Visão mítica a respeito de outros povos
Até que ponto essa visão se estendia ao resto do continente? Em seu espírito, mamãe distinguia, sobretudo, três nações na Europa, duas das quais ela conheceu, outra não. Uma era a França, outra era a Itália, que ela também conheceu, e a terceira era a Áustria, onde ela não esteve.
A Itália, a Áustria e a França eram para ela as três nações paradigmáticas da Europa. Quanto à Espanha, ela compreendia bem todos os valores que há nesse país, mas os governos, e até certo ponto a sociedade de Madri naquele tempo, encontravam-se num período de recesso, e a Espanha não estava vivendo os seus grandes dias, enquanto a França e a Áustria sim. A Itália, todos os dias são grandes dias para ela, pois ela apanha, ela vence, daí a pouco está sentada na mesa do vencedor dizendo bonitas palavras e convidando para ser visitada. De maneira que a Itália era posta por Dona Lucilia na ciranda das reversibilidades.
A Alemanha na concepção de Dona Lucilia
Ela não era inteiramente justa com Deutschland. Havia momentos em que isso se distendia um pouco e ela fazia uma exceção para a Baviera, na concepção dela, a parte doce da Alemanha. Mas não abria exceção para a Prússia, a parte dura e amarga do mundo germânico, e na qual ela via, em parte, uma cidadela do protestantismo.
Isso era verdade, mas também os católicos prussianos, um décimo da população prussiana daquele tempo, constituíam a cidadela da contrarrevolução católica dentro da Alemanha, e isto ela não sabia.
Um dos maiores benefícios que Dona Lucilia nos fez foi contratar — com pesado sacrifício financeiro para ela — a Fräulein Mathilde, uma das melhores governantas que havia em São Paulo.
Mamãe tinha uma grande preocupação com o futuro de minha irmã e o meu. Por isso tomou a seguinte resolução: “O que vocês têm e que eu posso aprimorar é a inteligência. Portanto, o que tenho a fazer é contratar uma preceptora de primeira, porque irão lucrar com ela o que não lucrarão em nenhuma universidade.”
Ela tinha razão.
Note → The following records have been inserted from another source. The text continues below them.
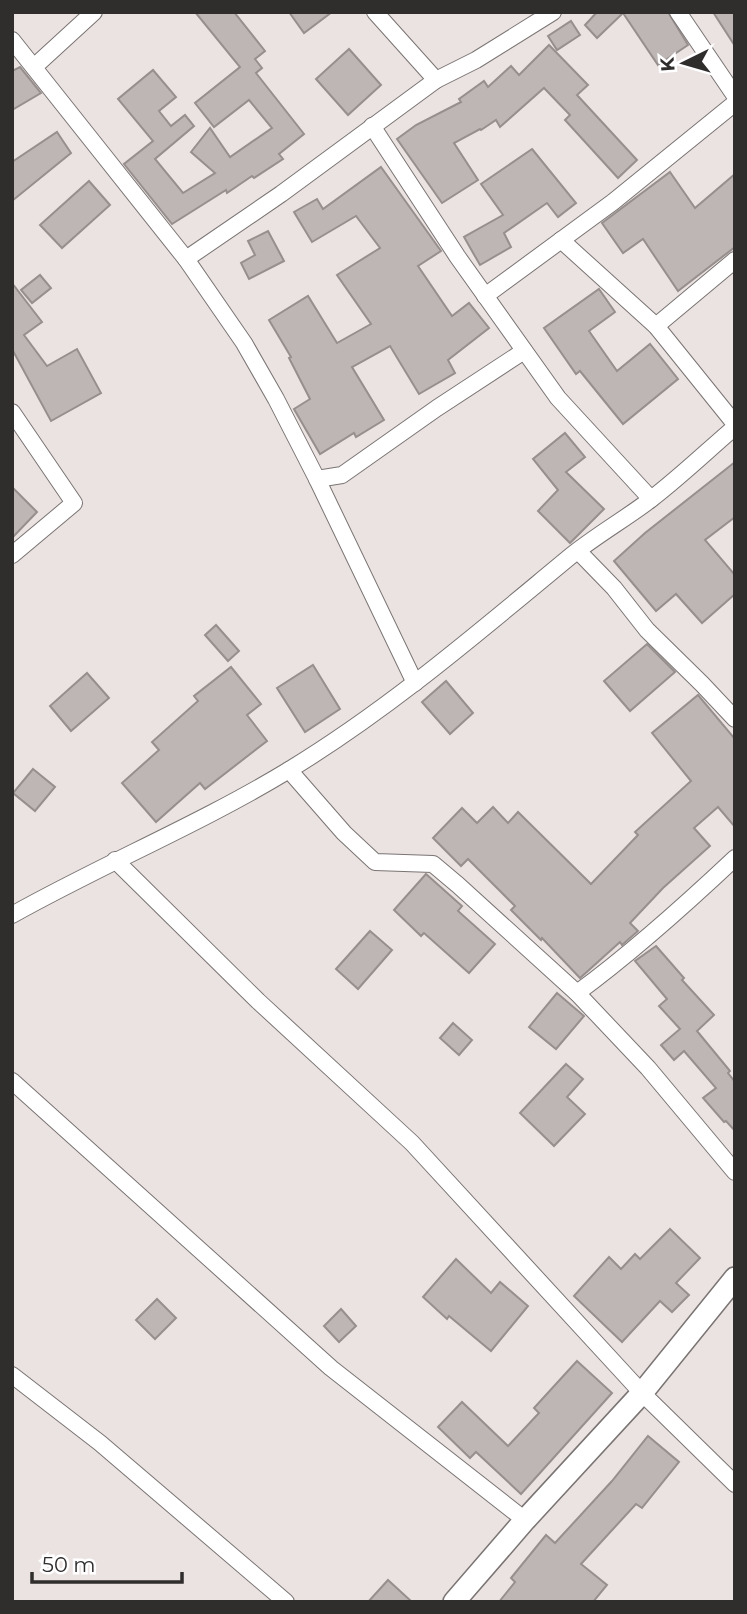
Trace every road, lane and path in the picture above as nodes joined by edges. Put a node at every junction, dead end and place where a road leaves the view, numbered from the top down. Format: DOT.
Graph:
graph roads {
  1 [pos="94,12"];
  2 [pos="375,12"];
  3 [pos="553,12"];
  4 [pos="678,12"];
  5 [pos="12,40"];
  6 [pos="34,67"];
  7 [pos="436,80"];
  8 [pos="735,96"];
  9 [pos="735,103"];
  10 [pos="372,126"];
  11 [pos="561,240"];
  12 [pos="186,259"];
  13 [pos="735,260"];
  14 [pos="485,296"];
  15 [pos="656,326"];
  16 [pos="524,351"];
  17 [pos="12,412"];
  18 [pos="735,425"];
  19 [pos="317,479"];
  20 [pos="651,499"];
  21 [pos="578,551"];
  22 [pos="12,555"];
  23 [pos="415,683"];
  24 [pos="735,719"];
  25 [pos="289,770"];
  26 [pos="735,858"];
  27 [pos="116,860"];
  28 [pos="12,915"];
  29 [pos="577,993"];
  30 [pos="12,1081"];
  31 [pos="735,1172"];
  32 [pos="735,1278"];
  33 [pos="12,1375"];
  34 [pos="642,1393"];
  35 [pos="735,1483"];
  36 [pos="525,1520"];
  37 [pos="286,1602"];
  38 [pos="454,1602"];
  1 -- 6 [label="street"];
  2 -- 7 [label="street"];
  3 -- 7 [label="street"];
  4 -- 8 [label="street"];
  5 -- 6 [label="street"];
  6 -- 12 [label="street"];
  7 -- 10 [label="street"];
  9 -- 11 [label="street"];
  10 -- 12 [label="street"];
  10 -- 14 [label="street"];
  11 -- 14 [label="street"];
  11 -- 15 [label="street"];
  12 -- 19 [label="street"];
  13 -- 15 [label="street"];
  14 -- 16 [label="street"];
  15 -- 18 [label="street"];
  16 -- 19 [label="street"];
  16 -- 20 [label="street"];
  17 -- 22 [label="street"];
  18 -- 20 [label="street"];
  19 -- 23 [label="street"];
  20 -- 21 [label="street"];
  21 -- 23 [label="street"];
  21 -- 24 [label="street"];
  23 -- 25 [label="street"];
  25 -- 27 [label="street"];
  25 -- 29 [label="street"];
  26 -- 29 [label="street"];
  27 -- 28 [label="street"];
  27 -- 34 [label="street"];
  29 -- 31 [label="street"];
  30 -- 36 [label="street"];
  32 -- 34 [label="main road"];
  33 -- 37 [label="street"];
  34 -- 35 [label="street"];
  34 -- 36 [label="main road"];
  36 -- 38 [label="main road"];
}
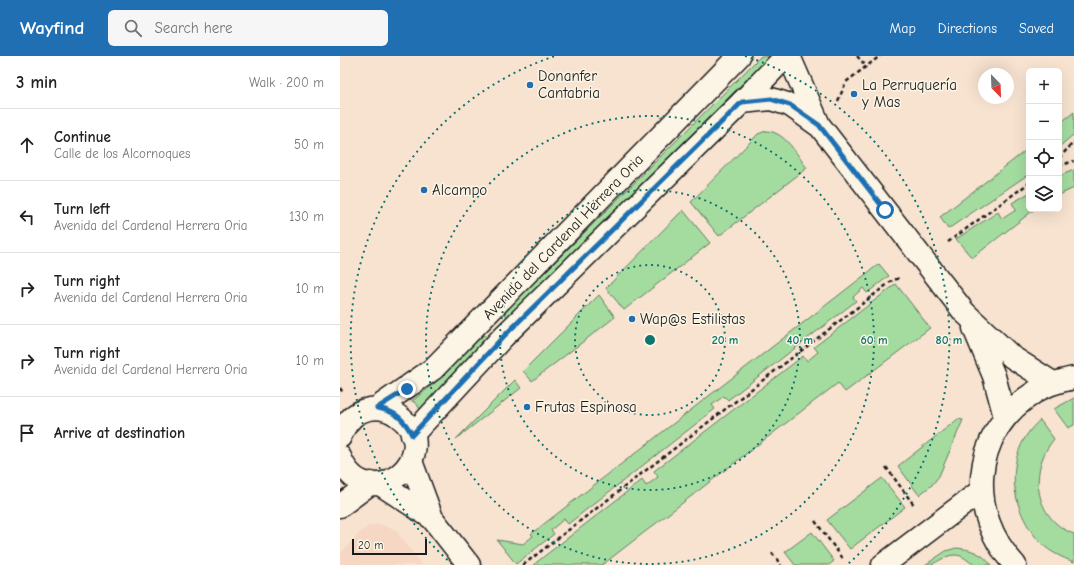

Porém, a Fräulein nos germanizou muito e Dona Lucilia gostava de contar o sacrifício que ela fez mantendo esta governanta. Quer dizer, ela sabia ter feito bem, mas depois dizia que havia sido um erro, pois Rosée e eu tínhamos saído muito germanizados.
Ideia vaga sobre os povos eslavos e reserva quanto a Portugal
Ficava também fora da reversibilidade dela o mundo eslavo, porque não entrava muito na vista dos brasileiros naquele tempo. Era tão longe, e uma história tão diferente, que Dona Lucilia tinha ideia vaga daqueles povos e, portanto, eles entravam pouco no horizonte mental dela.
Alguém poderia me perguntar: E Portugal?
Por incrível que pareça, na infância dela os ressentimentos do período da independência ainda pesavam um pouco. Apesar disso, ela gostava de Portugal, mas creio que eu valorizo muito mais Portugal do que ela valorizava.
(Extraído de conferência de 11/6/1982)
1) Do francês: Bela Época. Período entre 1871 e 1914, durante o qual a Europa experimentou profundas transformações culturais, dentro de um clima de alegria e brilho social. Ver Dr. Plinio n. 172, p. 29-31.